The Best Job I Ever Had
A few too many moons ago, I took the best job in my life. I wouldn’t know it at the time, but I recognize it now. It’s a state of being and a mindset that I hope to achieve again one day soon.
I recall having moved back home from my second attempt at attending a University and wallowing around my parents house that Spring trying to figure out what to do with myself. My grandparents happened to be visiting and my grandmother was looking through the newspaper (the internet was still a relatively new thing) at the Classified ads.
She looked over at me and asked, ‘You enjoy camping, right?’. Sure, I had been a Boy Scout and spent my share of nights in the woods. However, I was more of a computer nerd these days. There was even the white pasty skin to prove it.
“Why don’t you go be a summer camp counselor?”
I was skeptical, but I called the next day anyway and applied for the position. Besides, I didn’t really want to spend the summer as a cook. The interview went well and a few weeks later I was packing my stuff for the summer and moving to camp.
He’s Not Going to Make It!
Driving up to camp and getting out of the truck on that first day, I can remember feeling like I had wandered into a club where I wasn’t a member. Maybe it was those first day on the job jitters or maybe it was the way all of the staff seemed to already know each other like they had been doing this for years.
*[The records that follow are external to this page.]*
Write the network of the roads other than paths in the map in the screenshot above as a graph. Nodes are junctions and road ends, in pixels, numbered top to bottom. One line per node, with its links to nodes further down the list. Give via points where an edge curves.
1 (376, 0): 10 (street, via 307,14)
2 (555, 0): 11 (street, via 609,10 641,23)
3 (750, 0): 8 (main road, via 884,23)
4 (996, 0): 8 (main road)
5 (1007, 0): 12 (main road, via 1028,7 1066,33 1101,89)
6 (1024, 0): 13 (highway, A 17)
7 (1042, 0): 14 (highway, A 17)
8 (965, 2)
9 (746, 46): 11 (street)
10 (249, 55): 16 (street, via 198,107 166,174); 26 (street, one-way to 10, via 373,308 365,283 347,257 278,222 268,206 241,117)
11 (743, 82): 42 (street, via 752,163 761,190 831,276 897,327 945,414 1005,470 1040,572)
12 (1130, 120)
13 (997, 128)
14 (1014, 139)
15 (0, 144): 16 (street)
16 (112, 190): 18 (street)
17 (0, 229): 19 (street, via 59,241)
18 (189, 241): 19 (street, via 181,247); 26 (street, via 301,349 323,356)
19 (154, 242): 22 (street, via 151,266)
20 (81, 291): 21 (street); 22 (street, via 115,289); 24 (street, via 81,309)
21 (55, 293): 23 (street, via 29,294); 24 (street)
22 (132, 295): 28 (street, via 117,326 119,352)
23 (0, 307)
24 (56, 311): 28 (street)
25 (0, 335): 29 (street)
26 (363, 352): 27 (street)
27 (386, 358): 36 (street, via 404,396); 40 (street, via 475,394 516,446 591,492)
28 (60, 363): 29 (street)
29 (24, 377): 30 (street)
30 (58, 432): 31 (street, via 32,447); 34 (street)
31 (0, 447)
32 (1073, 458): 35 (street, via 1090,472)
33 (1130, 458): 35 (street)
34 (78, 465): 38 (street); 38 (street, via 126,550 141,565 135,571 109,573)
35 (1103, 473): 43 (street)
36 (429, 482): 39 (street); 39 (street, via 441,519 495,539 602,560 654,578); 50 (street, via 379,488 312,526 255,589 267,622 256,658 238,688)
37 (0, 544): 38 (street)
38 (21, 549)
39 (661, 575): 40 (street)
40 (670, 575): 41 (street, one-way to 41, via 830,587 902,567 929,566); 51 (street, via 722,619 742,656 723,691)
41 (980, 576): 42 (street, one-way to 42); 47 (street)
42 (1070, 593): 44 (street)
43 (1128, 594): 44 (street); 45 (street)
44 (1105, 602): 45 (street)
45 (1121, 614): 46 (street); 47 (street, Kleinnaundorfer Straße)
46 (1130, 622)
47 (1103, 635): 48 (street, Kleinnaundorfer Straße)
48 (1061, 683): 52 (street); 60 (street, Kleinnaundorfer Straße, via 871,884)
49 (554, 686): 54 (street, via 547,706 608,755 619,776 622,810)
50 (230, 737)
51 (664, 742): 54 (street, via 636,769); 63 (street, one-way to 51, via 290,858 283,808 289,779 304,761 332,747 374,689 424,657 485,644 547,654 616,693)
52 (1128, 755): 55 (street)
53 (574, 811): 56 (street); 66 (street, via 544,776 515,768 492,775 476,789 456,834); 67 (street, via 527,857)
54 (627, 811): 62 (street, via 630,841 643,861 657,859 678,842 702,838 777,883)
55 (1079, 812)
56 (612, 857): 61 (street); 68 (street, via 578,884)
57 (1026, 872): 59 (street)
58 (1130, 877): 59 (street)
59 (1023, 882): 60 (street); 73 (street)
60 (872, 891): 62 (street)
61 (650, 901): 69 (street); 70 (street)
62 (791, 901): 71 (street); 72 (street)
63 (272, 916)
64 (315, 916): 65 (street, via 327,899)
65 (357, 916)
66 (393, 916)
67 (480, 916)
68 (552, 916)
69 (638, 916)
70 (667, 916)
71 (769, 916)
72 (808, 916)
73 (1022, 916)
I quickly learned that I wasn’t the only new person as the two weeks of staff training passed.
Of course, there were a couple of old timers (even though I was technically the second oldest staff member) that joked around about whether I’d make it to the end of staff training.
In those short two weeks, we came together as a team. Inside jokes were formed, shenanigans were pulled, and memories created. The next eight weeks of camp lead to more of the same. By the end of it all, we were less of a team and more of a family.
What It Meant to Be There
How could I not love this life. I spent my days in the outdoors on the side of a lake teaching children how to love it as much as I did and playing while doing so.
I learned how to white water kayak.
I learned how to rock climb.
I got to go swimming every day.
There was a zip line and water slide.
All of my meals were provided
I had a neat little cabin with no AC and a metal roof.
The kids were (for the most part) Awesome!
I made friends that I can go for years without seeing and we can pick up like it was just yesterday.
All of these things became a part of who I am. We were isolated out there in out little bubble world. News from the outside rarely made it in to camp. We didn’t have TV. We didn’t listen to the radio. I went entire summers without checking email.
This agreed with me very much.
Going Back for More
Needless to say, this made an impression on me. I wasn’t the same person that I was before my grandma happened to find an ad in the paper.
I chose to go back to work at every weekend opportunity they would give me over the next Fall and Spring. The next summer, I was probably one of the first to submit my application. I ended up working at camp for three more summers after the first.
Eventually, it got to the point where I was getting a bit too old to go back. Life was changing and I was feeling the need to ‘grow up’ some. Rent needed to be paid and I had an offer for a full-time job where I wouldn’t be able to take off for the summer. I hadn’t studied in the right field to pursue a career in camping, so I jumped back into IT to pay the bills.
The Best Times Pass Too Quickly
The new (much) larger paychecks and the desire to finally finish school kept me distracted enough to balm the ache of not being at camp the next summer. There were a few folks around town that would get together regularly from the old staff and that was good enough for a while. As with everything in life, eventually it all changes and we ended up going in different directions.
I did end up marrying the girlfriend from my last summer. That was ten years and two children ago. I’ll save those stories for another time.
This past weekend was the annual Alumni weekend at our old camp. It didn’t happen for a long time, but this was the fourth year. We jumped at the chance to get back up there and reminisce. There were a few familiar faces and some dear friends. We sat around until way too late both nights rehashing the same old stories that we tell every time.
During the day, we took the kids around camp to do all of the activities that we enjoyed so much. My son did the water slide forty or fifty times. It was awesome. Paddling, swimming, climbing, archery, and hiking around. It’s all still there. It’s all just as beautiful as it ever was.
My heart longs for it as I sit here behind all my screens staring at my work stuff. It’s hard to focus. I need to ditch this and get back there. Soon.
The best part, though, really is seeing my children becoming a part of this. I know it will be a part of their lives too. That helps me to be content. Maybe they can find a way to hold on to it longer than I did. Maybe my life can be that simple again too.